* _Your instructions_: From the data, copy out every line in which the word "Sopazi" appears.

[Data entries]
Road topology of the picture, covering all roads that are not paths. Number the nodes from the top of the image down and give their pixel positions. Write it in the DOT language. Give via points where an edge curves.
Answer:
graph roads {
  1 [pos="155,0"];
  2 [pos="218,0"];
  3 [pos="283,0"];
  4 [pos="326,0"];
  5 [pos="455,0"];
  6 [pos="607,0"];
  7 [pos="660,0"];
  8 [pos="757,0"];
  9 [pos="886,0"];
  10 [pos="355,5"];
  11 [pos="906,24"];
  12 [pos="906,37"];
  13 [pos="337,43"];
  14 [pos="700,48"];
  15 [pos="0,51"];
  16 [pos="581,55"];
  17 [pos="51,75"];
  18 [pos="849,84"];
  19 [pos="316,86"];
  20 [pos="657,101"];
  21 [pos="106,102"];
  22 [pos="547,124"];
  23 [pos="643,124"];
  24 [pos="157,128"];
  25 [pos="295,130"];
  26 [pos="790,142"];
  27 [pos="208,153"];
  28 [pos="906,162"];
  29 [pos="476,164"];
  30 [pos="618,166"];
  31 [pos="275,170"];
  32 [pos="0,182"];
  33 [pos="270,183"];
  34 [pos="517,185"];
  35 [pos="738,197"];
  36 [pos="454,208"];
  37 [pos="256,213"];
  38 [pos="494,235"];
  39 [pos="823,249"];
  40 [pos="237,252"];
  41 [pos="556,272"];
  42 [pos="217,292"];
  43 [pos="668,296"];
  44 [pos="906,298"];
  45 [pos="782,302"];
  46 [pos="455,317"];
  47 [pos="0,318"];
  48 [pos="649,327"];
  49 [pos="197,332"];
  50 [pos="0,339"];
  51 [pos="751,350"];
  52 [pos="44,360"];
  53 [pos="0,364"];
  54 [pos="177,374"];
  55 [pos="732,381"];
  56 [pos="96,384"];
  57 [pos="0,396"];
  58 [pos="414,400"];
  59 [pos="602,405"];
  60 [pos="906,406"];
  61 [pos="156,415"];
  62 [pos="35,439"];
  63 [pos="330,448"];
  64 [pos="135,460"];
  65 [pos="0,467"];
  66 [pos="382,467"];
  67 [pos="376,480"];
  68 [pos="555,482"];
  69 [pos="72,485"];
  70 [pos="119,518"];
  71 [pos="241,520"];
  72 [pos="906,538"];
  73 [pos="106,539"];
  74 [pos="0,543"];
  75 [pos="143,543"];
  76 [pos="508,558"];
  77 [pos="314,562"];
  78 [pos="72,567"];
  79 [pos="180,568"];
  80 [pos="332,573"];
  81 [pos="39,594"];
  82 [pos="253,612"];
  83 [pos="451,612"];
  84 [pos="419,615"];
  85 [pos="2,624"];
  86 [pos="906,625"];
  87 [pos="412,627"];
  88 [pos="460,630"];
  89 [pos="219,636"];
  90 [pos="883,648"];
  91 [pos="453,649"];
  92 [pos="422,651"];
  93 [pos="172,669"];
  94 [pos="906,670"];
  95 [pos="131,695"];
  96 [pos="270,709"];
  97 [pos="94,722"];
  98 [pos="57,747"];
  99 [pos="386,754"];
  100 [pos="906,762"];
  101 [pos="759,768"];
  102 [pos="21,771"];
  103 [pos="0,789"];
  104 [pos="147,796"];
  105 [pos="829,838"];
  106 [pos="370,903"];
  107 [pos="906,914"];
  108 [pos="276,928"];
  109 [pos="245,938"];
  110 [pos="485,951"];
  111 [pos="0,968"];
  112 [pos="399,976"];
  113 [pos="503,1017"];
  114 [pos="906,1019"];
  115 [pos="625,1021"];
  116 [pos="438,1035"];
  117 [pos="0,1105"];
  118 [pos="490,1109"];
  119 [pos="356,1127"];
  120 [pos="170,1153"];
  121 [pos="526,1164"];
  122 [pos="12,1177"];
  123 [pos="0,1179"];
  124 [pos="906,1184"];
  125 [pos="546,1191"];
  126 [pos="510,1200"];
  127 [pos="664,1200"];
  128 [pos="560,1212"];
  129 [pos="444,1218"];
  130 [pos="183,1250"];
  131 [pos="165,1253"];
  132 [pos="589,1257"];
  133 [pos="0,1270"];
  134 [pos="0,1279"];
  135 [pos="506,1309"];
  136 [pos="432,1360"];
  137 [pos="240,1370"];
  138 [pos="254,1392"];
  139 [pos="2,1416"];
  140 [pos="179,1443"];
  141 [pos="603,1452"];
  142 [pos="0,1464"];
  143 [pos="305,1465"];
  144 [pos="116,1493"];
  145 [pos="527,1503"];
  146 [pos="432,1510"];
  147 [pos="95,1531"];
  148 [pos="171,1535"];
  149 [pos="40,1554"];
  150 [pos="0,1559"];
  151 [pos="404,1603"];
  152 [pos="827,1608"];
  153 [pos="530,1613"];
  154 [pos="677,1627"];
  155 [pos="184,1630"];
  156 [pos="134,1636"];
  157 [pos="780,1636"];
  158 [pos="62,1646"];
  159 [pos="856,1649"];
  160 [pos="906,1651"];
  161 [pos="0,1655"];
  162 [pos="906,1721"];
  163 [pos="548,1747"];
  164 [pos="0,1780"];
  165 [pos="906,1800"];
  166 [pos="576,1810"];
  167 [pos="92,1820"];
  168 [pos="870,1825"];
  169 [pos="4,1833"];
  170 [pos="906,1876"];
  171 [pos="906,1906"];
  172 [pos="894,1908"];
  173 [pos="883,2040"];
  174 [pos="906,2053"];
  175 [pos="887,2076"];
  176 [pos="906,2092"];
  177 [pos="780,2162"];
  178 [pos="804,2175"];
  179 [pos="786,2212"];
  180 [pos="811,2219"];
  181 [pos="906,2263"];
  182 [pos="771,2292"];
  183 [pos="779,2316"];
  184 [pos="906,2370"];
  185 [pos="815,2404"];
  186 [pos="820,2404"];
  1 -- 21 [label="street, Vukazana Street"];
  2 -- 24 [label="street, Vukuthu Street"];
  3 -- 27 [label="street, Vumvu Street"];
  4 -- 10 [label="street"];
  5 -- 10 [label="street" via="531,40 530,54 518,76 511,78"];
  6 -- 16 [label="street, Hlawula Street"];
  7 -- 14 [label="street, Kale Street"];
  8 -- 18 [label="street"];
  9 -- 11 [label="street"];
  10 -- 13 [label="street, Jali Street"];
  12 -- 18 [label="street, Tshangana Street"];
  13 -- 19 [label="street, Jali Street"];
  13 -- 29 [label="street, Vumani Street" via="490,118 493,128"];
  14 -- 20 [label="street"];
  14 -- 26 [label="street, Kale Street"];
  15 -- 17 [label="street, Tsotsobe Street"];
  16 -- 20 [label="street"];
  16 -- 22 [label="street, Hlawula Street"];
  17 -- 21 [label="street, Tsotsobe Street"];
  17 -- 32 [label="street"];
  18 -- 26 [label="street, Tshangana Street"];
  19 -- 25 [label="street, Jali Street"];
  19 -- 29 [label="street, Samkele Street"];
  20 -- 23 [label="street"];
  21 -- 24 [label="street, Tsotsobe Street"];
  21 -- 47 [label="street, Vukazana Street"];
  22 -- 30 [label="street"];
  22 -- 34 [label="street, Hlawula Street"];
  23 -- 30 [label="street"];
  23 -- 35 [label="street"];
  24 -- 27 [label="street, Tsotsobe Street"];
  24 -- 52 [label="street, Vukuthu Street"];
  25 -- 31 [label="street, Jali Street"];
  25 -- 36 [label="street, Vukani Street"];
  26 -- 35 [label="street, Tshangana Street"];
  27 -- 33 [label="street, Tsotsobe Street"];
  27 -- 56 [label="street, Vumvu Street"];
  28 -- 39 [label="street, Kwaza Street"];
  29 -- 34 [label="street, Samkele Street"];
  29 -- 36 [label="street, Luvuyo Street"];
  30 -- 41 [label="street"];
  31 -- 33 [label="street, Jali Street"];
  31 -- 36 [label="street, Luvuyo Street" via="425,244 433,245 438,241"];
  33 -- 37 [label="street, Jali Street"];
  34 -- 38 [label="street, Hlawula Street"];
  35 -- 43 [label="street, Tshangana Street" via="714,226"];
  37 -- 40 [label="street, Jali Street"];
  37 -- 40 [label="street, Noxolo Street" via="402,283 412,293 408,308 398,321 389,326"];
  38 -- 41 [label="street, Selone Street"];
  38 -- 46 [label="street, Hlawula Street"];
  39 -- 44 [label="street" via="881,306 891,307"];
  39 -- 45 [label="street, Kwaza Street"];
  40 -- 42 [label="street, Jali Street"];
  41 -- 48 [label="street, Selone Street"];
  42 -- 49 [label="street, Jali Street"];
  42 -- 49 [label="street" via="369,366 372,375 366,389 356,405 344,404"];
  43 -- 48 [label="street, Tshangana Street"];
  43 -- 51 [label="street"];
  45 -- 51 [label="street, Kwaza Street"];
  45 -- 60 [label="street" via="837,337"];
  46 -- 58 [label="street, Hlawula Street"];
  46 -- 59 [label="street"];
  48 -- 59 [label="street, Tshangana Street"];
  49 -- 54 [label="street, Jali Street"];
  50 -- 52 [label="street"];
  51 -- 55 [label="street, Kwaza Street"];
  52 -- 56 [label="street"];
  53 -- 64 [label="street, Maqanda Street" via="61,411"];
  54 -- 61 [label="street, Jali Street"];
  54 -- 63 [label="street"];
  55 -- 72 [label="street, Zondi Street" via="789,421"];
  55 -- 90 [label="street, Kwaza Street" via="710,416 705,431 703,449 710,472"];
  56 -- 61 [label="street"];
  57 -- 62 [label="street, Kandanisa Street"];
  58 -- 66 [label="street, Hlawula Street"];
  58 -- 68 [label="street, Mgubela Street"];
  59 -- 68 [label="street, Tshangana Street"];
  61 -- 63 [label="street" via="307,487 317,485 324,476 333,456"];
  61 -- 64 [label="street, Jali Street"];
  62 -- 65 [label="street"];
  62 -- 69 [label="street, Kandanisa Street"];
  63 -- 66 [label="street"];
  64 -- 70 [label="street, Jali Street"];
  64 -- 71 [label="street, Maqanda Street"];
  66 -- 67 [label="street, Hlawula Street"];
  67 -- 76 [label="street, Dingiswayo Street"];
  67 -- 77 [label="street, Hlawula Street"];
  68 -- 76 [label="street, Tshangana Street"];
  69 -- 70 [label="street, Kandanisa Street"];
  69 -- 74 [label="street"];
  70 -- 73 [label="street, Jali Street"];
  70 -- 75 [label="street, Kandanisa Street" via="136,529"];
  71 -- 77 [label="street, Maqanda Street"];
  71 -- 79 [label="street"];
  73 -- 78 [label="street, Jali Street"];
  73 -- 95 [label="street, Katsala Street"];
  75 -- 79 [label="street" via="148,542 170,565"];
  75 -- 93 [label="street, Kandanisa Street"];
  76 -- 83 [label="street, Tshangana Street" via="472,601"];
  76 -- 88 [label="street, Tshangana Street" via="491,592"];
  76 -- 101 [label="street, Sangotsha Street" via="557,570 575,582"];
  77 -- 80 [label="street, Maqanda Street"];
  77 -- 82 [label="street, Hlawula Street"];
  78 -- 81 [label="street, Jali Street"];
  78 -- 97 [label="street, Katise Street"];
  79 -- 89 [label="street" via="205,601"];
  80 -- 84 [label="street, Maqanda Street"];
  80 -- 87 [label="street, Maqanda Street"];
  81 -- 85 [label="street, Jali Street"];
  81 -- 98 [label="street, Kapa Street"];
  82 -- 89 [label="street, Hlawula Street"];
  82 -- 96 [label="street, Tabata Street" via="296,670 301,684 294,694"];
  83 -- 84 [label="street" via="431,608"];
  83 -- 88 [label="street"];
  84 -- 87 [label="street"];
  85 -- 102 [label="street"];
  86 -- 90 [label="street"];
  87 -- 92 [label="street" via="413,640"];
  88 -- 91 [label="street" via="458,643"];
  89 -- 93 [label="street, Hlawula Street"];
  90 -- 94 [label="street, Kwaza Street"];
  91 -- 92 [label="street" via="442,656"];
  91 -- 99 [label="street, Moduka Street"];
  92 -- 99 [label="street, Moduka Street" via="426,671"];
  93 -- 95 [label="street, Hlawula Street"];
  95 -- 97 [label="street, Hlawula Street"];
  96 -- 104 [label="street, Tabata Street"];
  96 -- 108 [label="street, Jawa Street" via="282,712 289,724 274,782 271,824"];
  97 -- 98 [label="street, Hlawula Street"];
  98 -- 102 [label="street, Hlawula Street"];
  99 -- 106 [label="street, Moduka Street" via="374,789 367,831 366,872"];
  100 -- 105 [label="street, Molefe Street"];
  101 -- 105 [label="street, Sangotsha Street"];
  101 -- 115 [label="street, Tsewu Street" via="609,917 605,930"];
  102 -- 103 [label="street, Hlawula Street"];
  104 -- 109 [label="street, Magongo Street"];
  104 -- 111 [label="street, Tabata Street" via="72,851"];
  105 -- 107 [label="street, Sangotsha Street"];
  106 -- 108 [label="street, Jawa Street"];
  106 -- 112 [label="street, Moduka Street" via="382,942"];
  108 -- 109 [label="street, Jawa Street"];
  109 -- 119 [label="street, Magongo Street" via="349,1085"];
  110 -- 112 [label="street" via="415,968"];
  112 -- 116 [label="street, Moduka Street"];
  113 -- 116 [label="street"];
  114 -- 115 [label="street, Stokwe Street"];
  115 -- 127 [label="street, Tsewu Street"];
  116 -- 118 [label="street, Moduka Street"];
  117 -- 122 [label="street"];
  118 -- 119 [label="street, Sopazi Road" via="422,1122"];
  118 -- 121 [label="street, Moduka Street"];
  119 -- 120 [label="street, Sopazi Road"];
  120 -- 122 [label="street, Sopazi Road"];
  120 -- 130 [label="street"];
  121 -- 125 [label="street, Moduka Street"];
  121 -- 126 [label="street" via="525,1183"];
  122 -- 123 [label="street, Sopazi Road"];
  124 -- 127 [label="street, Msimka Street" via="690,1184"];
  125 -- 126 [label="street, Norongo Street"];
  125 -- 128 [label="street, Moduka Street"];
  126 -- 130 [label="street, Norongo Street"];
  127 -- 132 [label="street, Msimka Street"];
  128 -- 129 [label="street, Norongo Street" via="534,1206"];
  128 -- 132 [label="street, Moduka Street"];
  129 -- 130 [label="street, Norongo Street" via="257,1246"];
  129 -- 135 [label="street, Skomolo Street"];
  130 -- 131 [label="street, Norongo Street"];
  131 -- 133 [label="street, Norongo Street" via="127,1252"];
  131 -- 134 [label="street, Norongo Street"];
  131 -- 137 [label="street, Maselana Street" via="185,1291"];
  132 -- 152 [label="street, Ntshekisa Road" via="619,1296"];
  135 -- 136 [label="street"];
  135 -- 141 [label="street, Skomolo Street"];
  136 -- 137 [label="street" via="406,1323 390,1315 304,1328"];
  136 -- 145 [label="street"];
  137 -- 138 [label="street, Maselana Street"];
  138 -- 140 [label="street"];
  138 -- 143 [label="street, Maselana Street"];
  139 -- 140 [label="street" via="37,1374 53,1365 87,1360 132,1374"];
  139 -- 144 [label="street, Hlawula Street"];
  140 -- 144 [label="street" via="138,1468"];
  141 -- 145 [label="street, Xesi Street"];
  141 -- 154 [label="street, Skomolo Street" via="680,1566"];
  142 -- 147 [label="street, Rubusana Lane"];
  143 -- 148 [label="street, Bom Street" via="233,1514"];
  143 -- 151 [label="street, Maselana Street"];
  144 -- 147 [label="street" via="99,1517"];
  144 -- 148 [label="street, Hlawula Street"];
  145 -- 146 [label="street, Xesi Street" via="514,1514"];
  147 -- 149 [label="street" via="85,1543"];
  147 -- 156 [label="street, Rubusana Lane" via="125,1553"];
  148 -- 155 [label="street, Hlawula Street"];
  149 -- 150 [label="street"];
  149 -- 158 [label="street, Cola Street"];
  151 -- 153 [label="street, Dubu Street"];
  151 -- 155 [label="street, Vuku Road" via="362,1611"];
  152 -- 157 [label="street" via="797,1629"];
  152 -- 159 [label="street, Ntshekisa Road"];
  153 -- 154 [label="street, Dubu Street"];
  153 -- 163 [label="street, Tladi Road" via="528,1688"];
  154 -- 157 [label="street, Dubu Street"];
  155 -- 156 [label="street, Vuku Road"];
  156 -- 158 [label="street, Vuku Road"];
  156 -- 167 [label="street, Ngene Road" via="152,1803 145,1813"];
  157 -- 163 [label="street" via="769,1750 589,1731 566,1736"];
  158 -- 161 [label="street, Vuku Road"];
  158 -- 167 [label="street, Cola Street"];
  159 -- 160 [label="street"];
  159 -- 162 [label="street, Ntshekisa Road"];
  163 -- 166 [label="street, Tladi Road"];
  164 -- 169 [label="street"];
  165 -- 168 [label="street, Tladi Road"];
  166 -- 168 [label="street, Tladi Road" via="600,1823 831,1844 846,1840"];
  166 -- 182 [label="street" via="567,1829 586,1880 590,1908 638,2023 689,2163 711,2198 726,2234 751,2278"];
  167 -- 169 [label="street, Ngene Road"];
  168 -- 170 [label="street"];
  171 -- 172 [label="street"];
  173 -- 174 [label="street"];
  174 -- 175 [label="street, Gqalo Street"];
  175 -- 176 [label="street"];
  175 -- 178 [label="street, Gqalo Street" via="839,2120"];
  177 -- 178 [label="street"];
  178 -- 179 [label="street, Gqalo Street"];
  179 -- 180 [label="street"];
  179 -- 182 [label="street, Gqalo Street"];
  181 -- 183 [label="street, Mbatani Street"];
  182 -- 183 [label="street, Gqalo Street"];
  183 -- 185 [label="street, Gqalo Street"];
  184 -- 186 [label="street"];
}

* _Your solution_:
  118 -- 119 [label="street, Sopazi Road" via="422,1122"];
  119 -- 120 [label="street, Sopazi Road"];
  120 -- 122 [label="street, Sopazi Road"];
  122 -- 123 [label="street, Sopazi Road"];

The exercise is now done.